<PAGE> 1
SECURITIES AND EXCHANGE COMMISSION
Washington, DC 20549
_X_ QUARTERLY REPORT PURSUANT TO SECTION 13 OR 15(d)
OF THE SECURITIES EXCHANGE ACT OF 1934
For the Quarterly Period Ended October 31, 1995.
OR
___ TRANSITION REPORT PURSUANT TO SECTION 13 OR 15(d)
OF THE SECURITIES EXCHANGE ACT OF 1934
For the Transition Period from __________ to _________
Commission File Number 0-12730
W. H. BRADY CO.
(Exact name of registrant as specified in its charter)
Wisconsin 39-0178960
--------- ----------
(State or other jurisdiction of (I.R.S. Employer
incorporation or organization) Identification No.)
6555 WEST GOOD HOPE ROAD, MILWAUKEE, WISCONSIN 53223
(Address of principal executive offices)
(Zip Code)
(414) 358-6600
(Registrant's telephone number, including area code)

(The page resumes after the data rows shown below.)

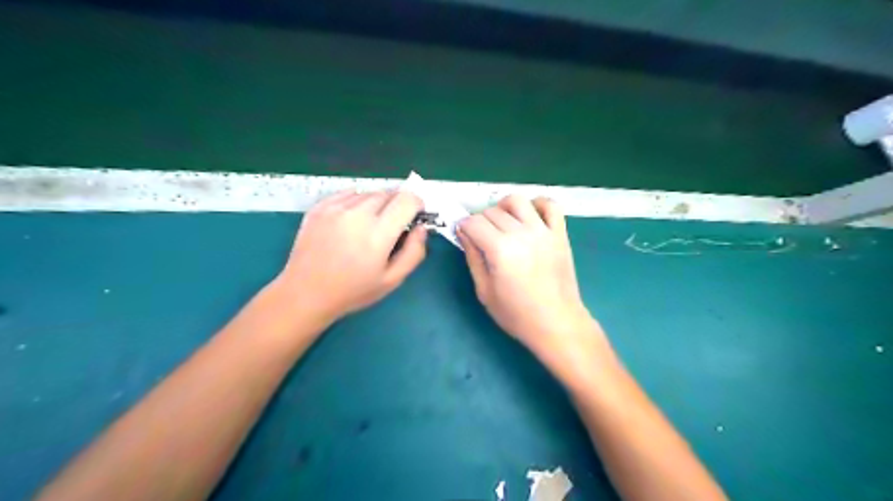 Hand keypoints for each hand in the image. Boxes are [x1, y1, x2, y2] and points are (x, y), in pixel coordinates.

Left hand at [278, 188, 426, 323]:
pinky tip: (351, 222)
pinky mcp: (319, 207)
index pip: (407, 199)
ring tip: (368, 227)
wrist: (305, 293)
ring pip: (369, 193)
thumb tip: (421, 228)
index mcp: (378, 233)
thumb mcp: (392, 280)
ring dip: (377, 204)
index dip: (417, 205)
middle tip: (391, 227)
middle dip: (397, 206)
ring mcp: (336, 208)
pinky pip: (348, 194)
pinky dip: (356, 202)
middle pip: (389, 193)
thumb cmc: (353, 291)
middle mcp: (357, 214)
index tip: (414, 217)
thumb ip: (414, 252)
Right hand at [457, 195, 602, 366]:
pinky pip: (550, 205)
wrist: (557, 323)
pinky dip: (537, 204)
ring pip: (517, 201)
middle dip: (480, 220)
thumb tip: (463, 233)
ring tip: (502, 223)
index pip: (474, 222)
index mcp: (500, 250)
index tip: (463, 235)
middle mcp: (521, 234)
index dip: (463, 226)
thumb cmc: (517, 314)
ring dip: (504, 207)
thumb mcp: (484, 291)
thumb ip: (473, 258)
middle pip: (492, 211)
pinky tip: (529, 216)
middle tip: (481, 237)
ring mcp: (543, 231)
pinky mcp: (560, 233) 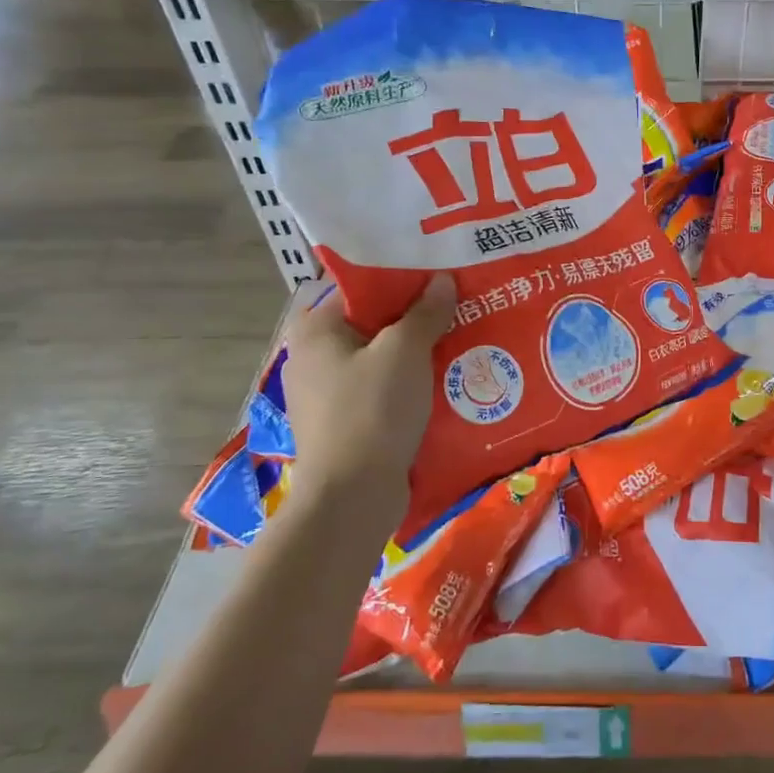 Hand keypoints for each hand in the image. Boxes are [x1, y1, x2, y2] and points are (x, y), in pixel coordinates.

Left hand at [279, 275, 455, 510]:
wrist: (353, 496)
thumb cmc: (373, 410)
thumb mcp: (405, 351)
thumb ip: (425, 312)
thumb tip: (441, 281)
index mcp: (315, 330)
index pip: (360, 287)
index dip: (401, 279)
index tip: (439, 276)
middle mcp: (313, 357)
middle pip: (372, 323)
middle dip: (415, 317)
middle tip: (458, 306)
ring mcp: (327, 394)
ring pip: (381, 359)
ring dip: (417, 352)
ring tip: (461, 339)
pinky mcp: (346, 424)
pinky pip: (383, 390)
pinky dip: (409, 383)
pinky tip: (446, 381)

Indicate by check mark whether the registrant (1) has filed all
reports required to be filed by Section 13 or 15(d) of the Securities Exchange
Act of 1934 during the preceding 12 months (or for such shorter period that the
registrant was required to file such reports), and (2) has been subject to such
filing requirements for the past 90 days.
Yes _X_ No ___
APPLICABLE ONLY TO CORPORATE ISSUERS
Indicate the number of shares outstanding of each of the issuer's
classes of common stock, as of the latest practicable date.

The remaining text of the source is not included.